— Но завтра он будут здесь, — взволнованно отозвался д'Алемборд.

— Верно, завтра. В самый Сочельник, — сказал Шарп.

— Что-то их многовато, — вымолвил д'Алемборд.

— Верно, — сказал Шарп. Он снова выдвинул трубу и стал разглядывать приближающихся французов. — Ни кавалерии. Ни артиллерии. Только пехота.

Он еще долго вглядывался в меркнущий свет, чтобы убедиться, что ни всадников, ни пушек у французов нет.

— Бочки, — внезапно сказал Шарп. — Бочки — вот что нам нужно!

— Бочки, сэр? — д'Алемборд уставился на Шарпа, словно майор вдруг тронулся умом.

— В таверне в Ирати, Дэйли, должны быть бочки. Я хочу, чтобы сегодня вечером они были здесь, все до одной.

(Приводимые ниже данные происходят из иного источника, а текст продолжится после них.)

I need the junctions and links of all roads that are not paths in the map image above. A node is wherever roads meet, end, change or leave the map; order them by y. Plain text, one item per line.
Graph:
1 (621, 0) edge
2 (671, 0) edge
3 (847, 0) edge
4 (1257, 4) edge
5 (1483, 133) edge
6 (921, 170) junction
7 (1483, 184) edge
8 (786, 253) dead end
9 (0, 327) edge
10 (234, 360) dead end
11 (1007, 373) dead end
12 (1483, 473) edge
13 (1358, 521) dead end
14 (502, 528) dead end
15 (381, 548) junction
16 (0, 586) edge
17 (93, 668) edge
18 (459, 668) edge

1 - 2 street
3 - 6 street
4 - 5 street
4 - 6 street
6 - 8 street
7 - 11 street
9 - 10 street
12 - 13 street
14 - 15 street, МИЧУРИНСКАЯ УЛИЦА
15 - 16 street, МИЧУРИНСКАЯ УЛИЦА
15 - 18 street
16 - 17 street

Потому что завтра враги будут спереди и сзади, и от Шарпа потребуется удержать дорогу и выиграть сражение. Под Рождество.

* * *

Генерал Максимилиан Пикар был недоволен. Его бригада опаздывала. Он ожидал, что будет в Ирати в полдень, но люди плелись, словно стадо хромых коз. В сумерках им еще оставалось пересечь долину с крутыми склонами и подняться на отвесный холм. Так что он наказал их, приказав разбить лагерь прямо в долине.

Он знал — они ненавидят его за это, и позволял им это. Большинство из них были новобранцы, их нужно было закалить. Ночь на холодных скалах отлично послужит для этой цели.

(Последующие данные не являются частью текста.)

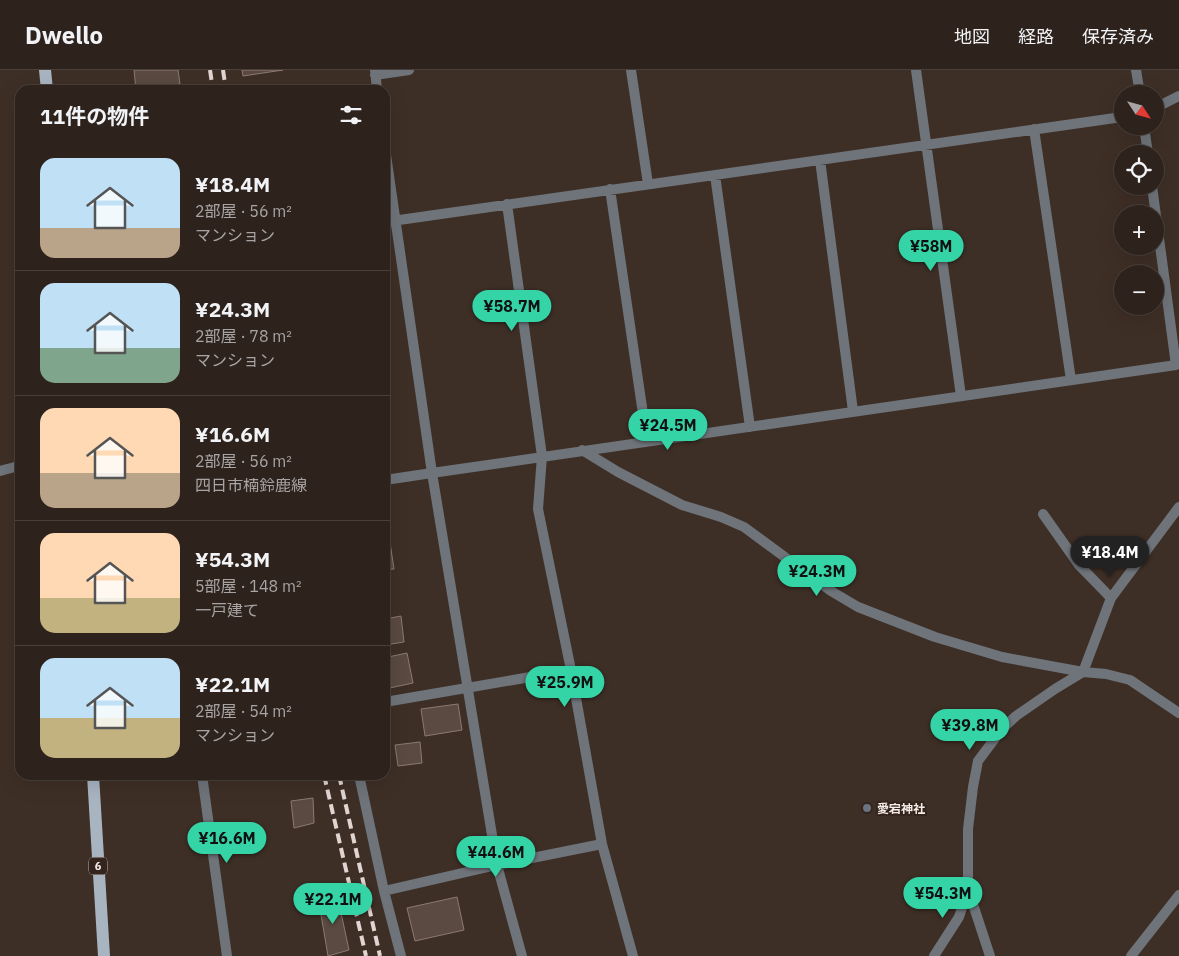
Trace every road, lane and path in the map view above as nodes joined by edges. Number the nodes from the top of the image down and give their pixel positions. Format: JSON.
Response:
{"nodes":[{"id":1,"x":46,"y":70,"type":"edge"},
{"id":2,"x":409,"y":70,"type":"edge"},
{"id":3,"x":631,"y":70,"type":"edge"},
{"id":4,"x":916,"y":70,"type":"edge"},
{"id":5,"x":1136,"y":70,"type":"edge"},
{"id":6,"x":375,"y":72,"type":"edge"},
{"id":7,"x":46,"y":85,"type":"edge"},
{"id":8,"x":376,"y":85,"type":"edge"},
{"id":9,"x":1138,"y":85,"type":"edge"},
{"id":10,"x":1179,"y":96,"type":"edge"},
{"id":11,"x":1164,"y":104,"type":"edge"},
{"id":12,"x":1114,"y":118,"type":"edge"},
{"id":13,"x":1034,"y":129,"type":"junction"},
{"id":14,"x":926,"y":144,"type":"junction"},
{"id":15,"x":820,"y":160,"type":"junction"},
{"id":16,"x":715,"y":175,"type":"junction"},
{"id":17,"x":648,"y":184,"type":"junction"},
{"id":18,"x":610,"y":189,"type":"junction"},
{"id":19,"x":1153,"y":195,"type":"edge"},
{"id":20,"x":507,"y":204,"type":"junction"},
{"id":21,"x":390,"y":221,"type":"edge"},
{"id":22,"x":1071,"y":380,"type":"junction"},
{"id":23,"x":961,"y":396,"type":"junction"},
{"id":24,"x":853,"y":411,"type":"junction"},
{"id":25,"x":750,"y":427,"type":"junction"},
{"id":26,"x":647,"y":441,"type":"junction"},
{"id":27,"x":582,"y":450,"type":"junction"},
{"id":28,"x":542,"y":456,"type":"junction"},
{"id":29,"x":15,"y":467,"type":"edge"},
{"id":30,"x":0,"y":471,"type":"edge"},
{"id":31,"x":432,"y":472,"type":"junction"},
{"id":32,"x":390,"y":479,"type":"edge"},
{"id":33,"x":1179,"y":507,"type":"edge"},
{"id":34,"x":1042,"y":514,"type":"dead end"},
{"id":35,"x":1111,"y":598,"type":"junction"},
{"id":36,"x":571,"y":670,"type":"junction"},
{"id":37,"x":1082,"y":672,"type":"junction"},
{"id":38,"x":467,"y":688,"type":"junction"},
{"id":39,"x":390,"y":701,"type":"edge"},
{"id":40,"x":1177,"y":708,"type":"edge"},
{"id":41,"x":92,"y":780,"type":"edge"},
{"id":42,"x":203,"y":780,"type":"edge"},
{"id":43,"x":359,"y":780,"type":"edge"},
{"id":44,"x":602,"y":844,"type":"junction"},
{"id":45,"x":497,"y":865,"type":"junction"},
{"id":46,"x":968,"y":889,"type":"junction"},
{"id":47,"x":384,"y":891,"type":"junction"},
{"id":48,"x":1179,"y":896,"type":"edge"},
{"id":49,"x":104,"y":956,"type":"edge"},
{"id":50,"x":227,"y":956,"type":"edge"},
{"id":51,"x":401,"y":956,"type":"edge"},
{"id":52,"x":522,"y":956,"type":"edge"},
{"id":53,"x":633,"y":956,"type":"edge"},
{"id":54,"x":934,"y":956,"type":"edge"},
{"id":55,"x":990,"y":956,"type":"edge"},
{"id":56,"x":1130,"y":956,"type":"edge"}],
"edges":[{"from":1,"to":7,"type":"main road"},
{"from":2,"to":6,"type":"street"},
{"from":3,"to":17,"type":"street"},
{"from":4,"to":14,"type":"street"},
{"from":5,"to":9,"type":"street"},
{"from":6,"to":8,"type":"street"},
{"from":10,"to":11,"type":"street"},
{"from":12,"to":13,"type":"street"},
{"from":13,"to":14,"type":"street"},
{"from":13,"to":22,"type":"street"},
{"from":14,"to":15,"type":"street"},
{"from":14,"to":23,"type":"street"},
{"from":15,"to":16,"type":"street"},
{"from":15,"to":24,"type":"street"},
{"from":16,"to":17,"type":"street"},
{"from":16,"to":25,"type":"street"},
{"from":17,"to":18,"type":"street"},
{"from":18,"to":20,"type":"street"},
{"from":18,"to":26,"type":"street"},
{"from":19,"to":22,"type":"street"},
{"from":20,"to":21,"type":"street"},
{"from":20,"to":28,"type":"street"},
{"from":21,"to":31,"type":"street"},
{"from":22,"to":23,"type":"street"},
{"from":23,"to":24,"type":"street"},
{"from":24,"to":25,"type":"street"},
{"from":25,"to":26,"type":"street"},
{"from":26,"to":27,"type":"street"},
{"from":27,"to":28,"type":"street"},
{"from":27,"to":37,"type":"street"},
{"from":28,"to":31,"type":"street"},
{"from":28,"to":36,"type":"street"},
{"from":29,"to":30,"type":"street"},
{"from":31,"to":32,"type":"street"},
{"from":31,"to":38,"type":"street"},
{"from":33,"to":35,"type":"street"},
{"from":34,"to":35,"type":"street"},
{"from":35,"to":37,"type":"street"},
{"from":36,"to":38,"type":"street"},
{"from":36,"to":44,"type":"street"},
{"from":37,"to":40,"type":"street"},
{"from":37,"to":46,"type":"street"},
{"from":38,"to":39,"type":"street"},
{"from":38,"to":45,"type":"street"},
{"from":41,"to":49,"type":"main road","number":"6"},
{"from":42,"to":50,"type":"street"},
{"from":43,"to":47,"type":"street"},
{"from":44,"to":45,"type":"street"},
{"from":44,"to":53,"type":"street"},
{"from":45,"to":47,"type":"street"},
{"from":45,"to":52,"type":"street"},
{"from":46,"to":54,"type":"street"},
{"from":46,"to":55,"type":"street"},
{"from":47,"to":51,"type":"street"},
{"from":48,"to":56,"type":"street"}]}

На растопку здесь годились лишь низкорослые деревца, растущие в расщелинах скал и заметенные первым зимним снежком. Однако новобранцы не имели понятия о том, как разжечь сырую, жесткую древесину, и продолжали страдать. Из пищи у них был лишь черствый хлеб, однако в реке было вдоволь чистой, холодной воды.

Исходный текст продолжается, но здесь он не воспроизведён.